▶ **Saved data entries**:
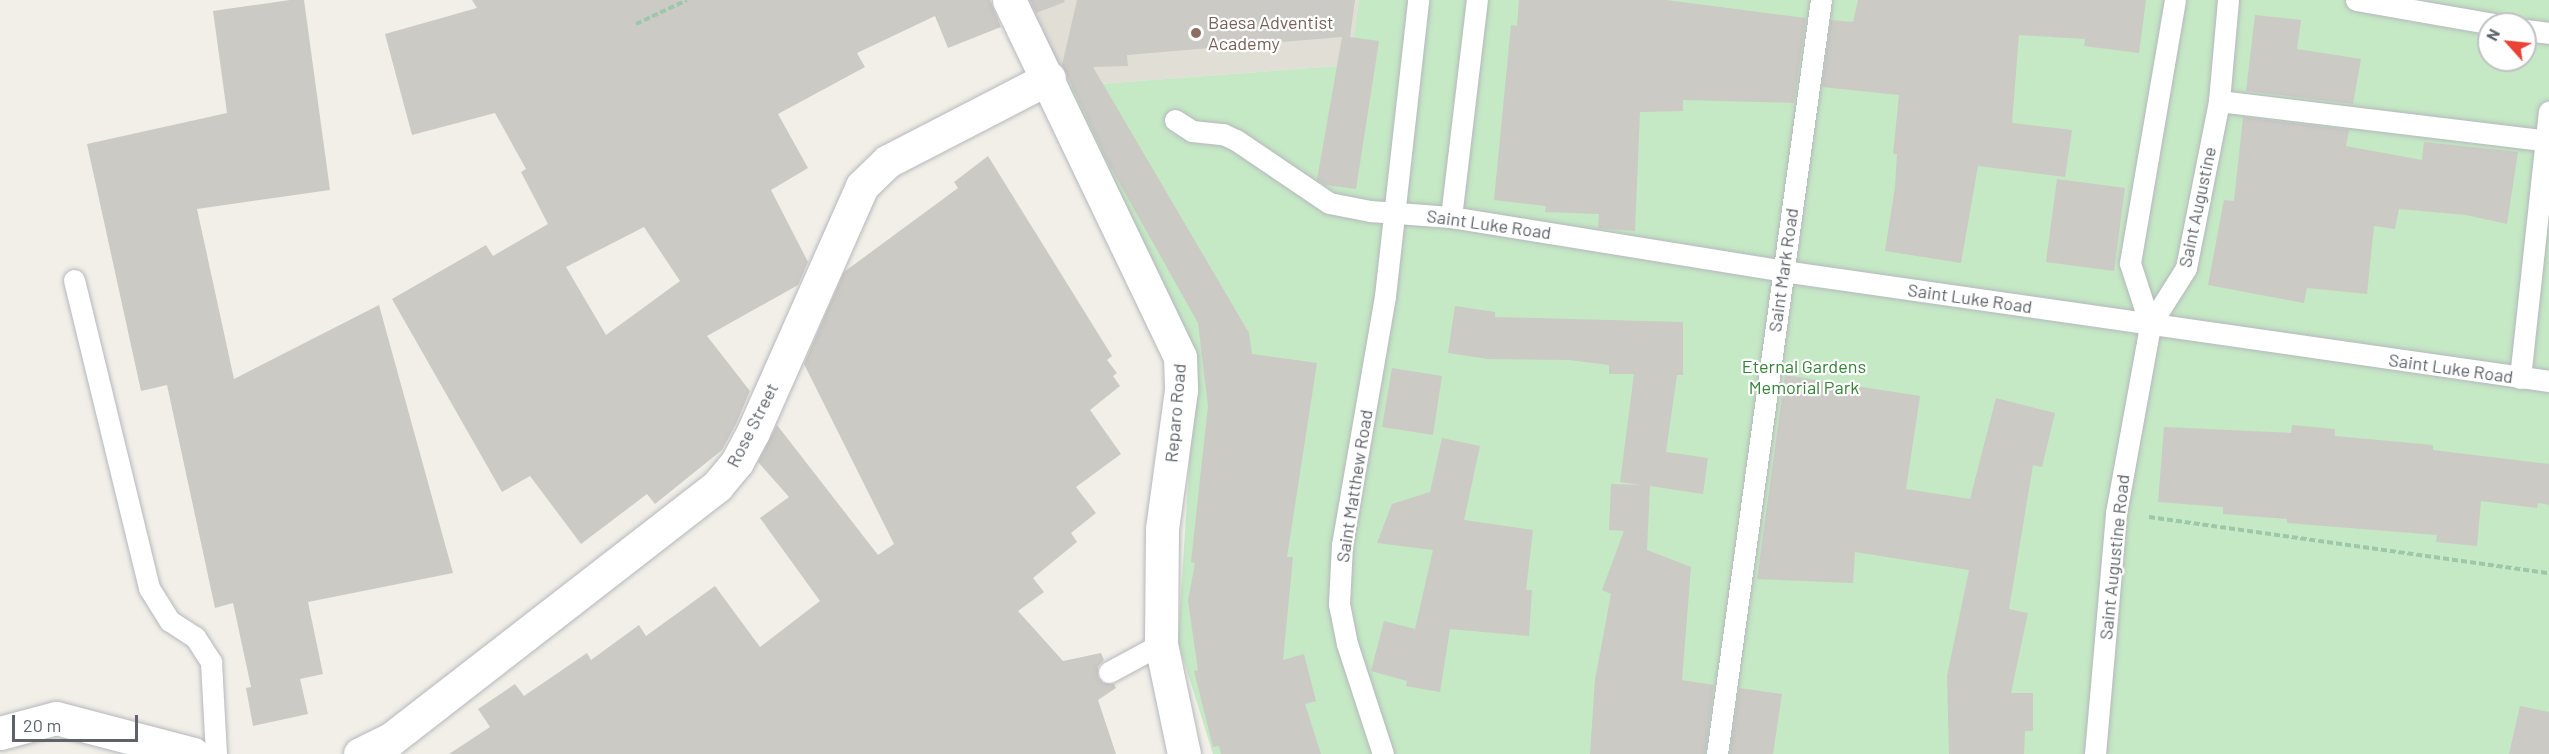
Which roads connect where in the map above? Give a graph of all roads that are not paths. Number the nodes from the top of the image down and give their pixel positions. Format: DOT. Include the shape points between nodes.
graph roads {
  1 [pos="1009,0"];
  2 [pos="1418,0"];
  3 [pos="1478,0"];
  4 [pos="1821,0"];
  5 [pos="2175,0"];
  6 [pos="2228,0"];
  7 [pos="2356,0"];
  8 [pos="2477,21"];
  9 [pos="1049,78"];
  10 [pos="2219,101"];
  11 [pos="2549,112"];
  12 [pos="1175,120"];
  13 [pos="2548,141"];
  14 [pos="1391,212"];
  15 [pos="1451,217"];
  16 [pos="1783,271"];
  17 [pos="74,280"];
  18 [pos="2150,325"];
  19 [pos="2520,378"];
  20 [pos="2549,381"];
  21 [pos="1161,644"];
  22 [pos="1109,672"];
  23 [pos="0,733"];
  24 [pos="193,754"];
  25 [pos="216,754"];
  26 [pos="360,754"];
  27 [pos="1185,754"];
  28 [pos="1383,754"];
  29 [pos="1717,754"];
  30 [pos="2096,754"];
  1 -- 9 [label="street, Reparo Road"];
  2 -- 14 [label="lane, Saint Matthew Road"];
  3 -- 15 [label="lane"];
  4 -- 16 [label="lane, Saint Mark Road"];
  5 -- 18 [label="lane" via="2130,264"];
  6 -- 10 [label="lane, Saint Augustine"];
  7 -- 8 [label="lane"];
  9 -- 21 [label="street, Reparo Road" via="1180,357 1180,390 1162,530"];
  9 -- 26 [label="street, Rose Street" via="888,161 861,186 753,432 737,462 717,486 391,739"];
  10 -- 13 [label="lane"];
  10 -- 18 [label="lane, Saint Augustine" via="2186,268"];
  11 -- 13 [label="lane"];
  12 -- 14 [label="lane, Saint Luke Road" via="1192,130 1222,134 1236,141 1329,203"];
  13 -- 19 [label="lane"];
  14 -- 15 [label="lane, Saint Luke Road"];
  14 -- 28 [label="lane, Saint Matthew Road" via="1384,296 1342,545 1339,604 1347,644"];
  15 -- 16 [label="lane, Saint Luke Road"];
  16 -- 18 [label="lane, Saint Luke Road"];
  16 -- 29 [label="lane, Saint Mark Road"];
  17 -- 25 [label="lane" via="149,588 170,621 195,637 212,662"];
  18 -- 19 [label="lane, Saint Luke Road"];
  18 -- 30 [label="lane, Saint Augustine Road" via="2116,513"];
  19 -- 20 [label="lane, Saint Luke Road"];
  21 -- 22 [label="lane"];
  21 -- 27 [label="street, Reparo Road"];
  23 -- 24 [label="street" via="56,718"];
}
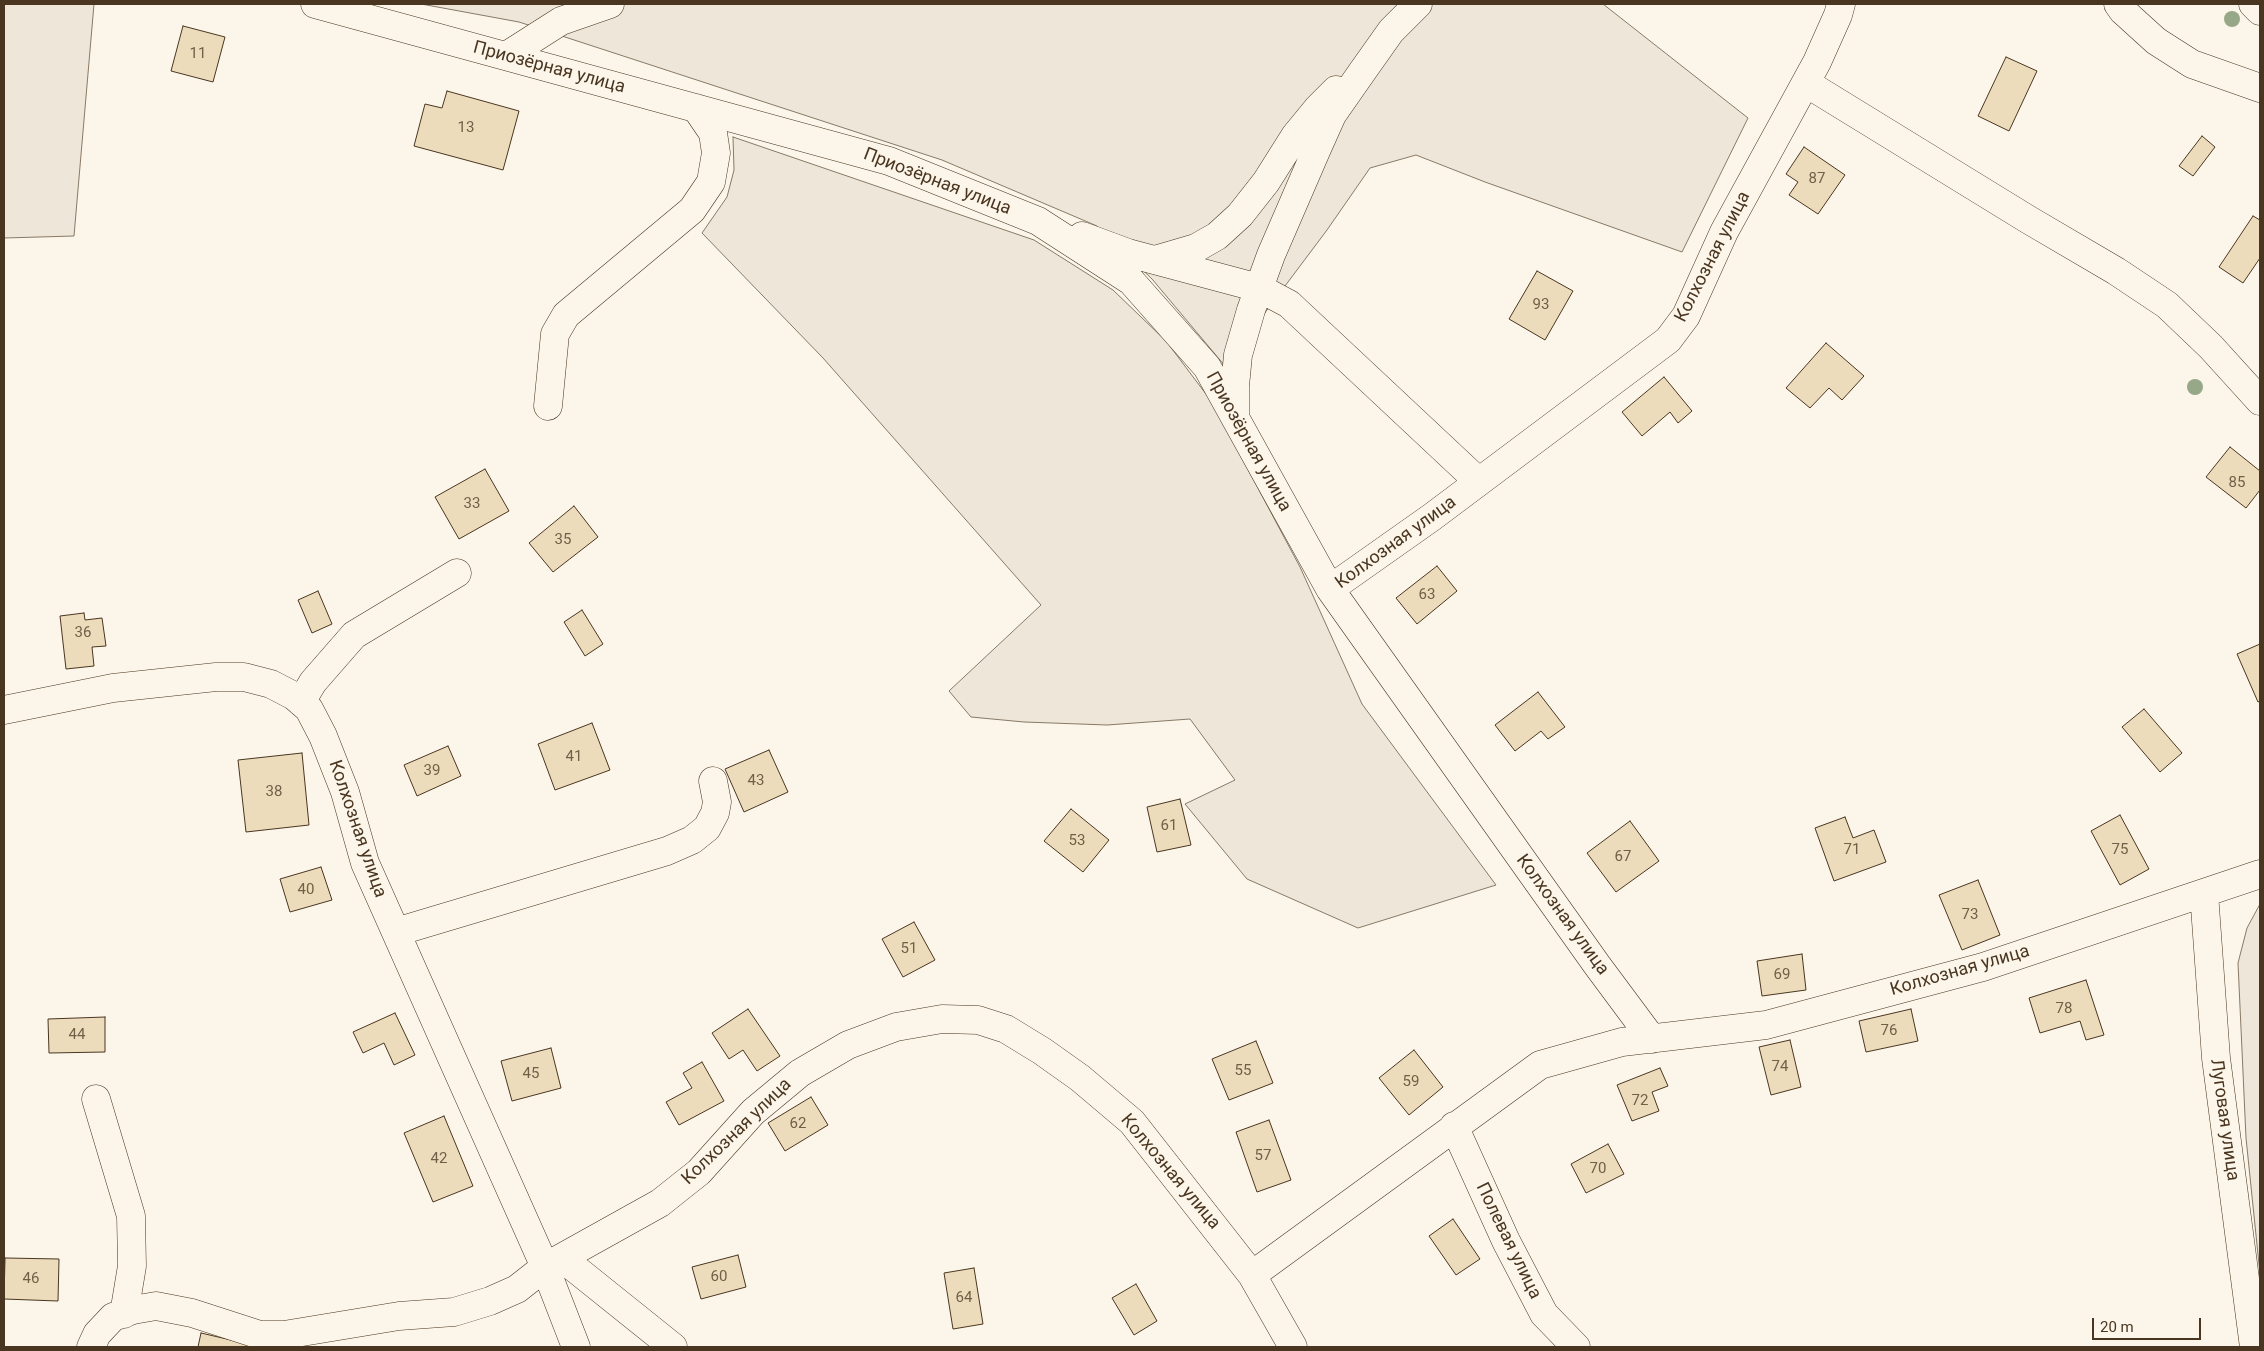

▶ **Directions**:
Reproduce the records, all of them, word for word; omit the pictures.

▶ **Response area**:
Which roads connect where in the map above? Give a graph of all roads that are not paths. Number the nodes from the top of the image down and give their pixel positions. Format: DOT. Include the shape points between nodes.
graph roads {
  1 [pos="1009,0"];
  2 [pos="1418,0"];
  3 [pos="1478,0"];
  4 [pos="1821,0"];
  5 [pos="2175,0"];
  6 [pos="2228,0"];
  7 [pos="2356,0"];
  8 [pos="2477,21"];
  9 [pos="1049,78"];
  10 [pos="2219,101"];
  11 [pos="2549,112"];
  12 [pos="1175,120"];
  13 [pos="2548,141"];
  14 [pos="1391,212"];
  15 [pos="1451,217"];
  16 [pos="1783,271"];
  17 [pos="74,280"];
  18 [pos="2150,325"];
  19 [pos="2520,378"];
  20 [pos="2549,381"];
  21 [pos="1161,644"];
  22 [pos="1109,672"];
  23 [pos="0,733"];
  24 [pos="193,754"];
  25 [pos="216,754"];
  26 [pos="360,754"];
  27 [pos="1185,754"];
  28 [pos="1383,754"];
  29 [pos="1717,754"];
  30 [pos="2096,754"];
  1 -- 9 [label="street, Reparo Road"];
  2 -- 14 [label="lane, Saint Matthew Road"];
  3 -- 15 [label="lane"];
  4 -- 16 [label="lane, Saint Mark Road"];
  5 -- 18 [label="lane" via="2130,264"];
  6 -- 10 [label="lane, Saint Augustine"];
  7 -- 8 [label="lane"];
  9 -- 21 [label="street, Reparo Road" via="1180,357 1180,390 1162,530"];
  9 -- 26 [label="street, Rose Street" via="888,161 861,186 753,432 737,462 717,486 391,739"];
  10 -- 13 [label="lane"];
  10 -- 18 [label="lane, Saint Augustine" via="2186,268"];
  11 -- 13 [label="lane"];
  12 -- 14 [label="lane, Saint Luke Road" via="1192,130 1222,134 1236,141 1329,203"];
  13 -- 19 [label="lane"];
  14 -- 15 [label="lane, Saint Luke Road"];
  14 -- 28 [label="lane, Saint Matthew Road" via="1384,296 1342,545 1339,604 1347,644"];
  15 -- 16 [label="lane, Saint Luke Road"];
  16 -- 18 [label="lane, Saint Luke Road"];
  16 -- 29 [label="lane, Saint Mark Road"];
  17 -- 25 [label="lane" via="149,588 170,621 195,637 212,662"];
  18 -- 19 [label="lane, Saint Luke Road"];
  18 -- 30 [label="lane, Saint Augustine Road" via="2116,513"];
  19 -- 20 [label="lane, Saint Luke Road"];
  21 -- 22 [label="lane"];
  21 -- 27 [label="street, Reparo Road"];
  23 -- 24 [label="street" via="56,718"];
}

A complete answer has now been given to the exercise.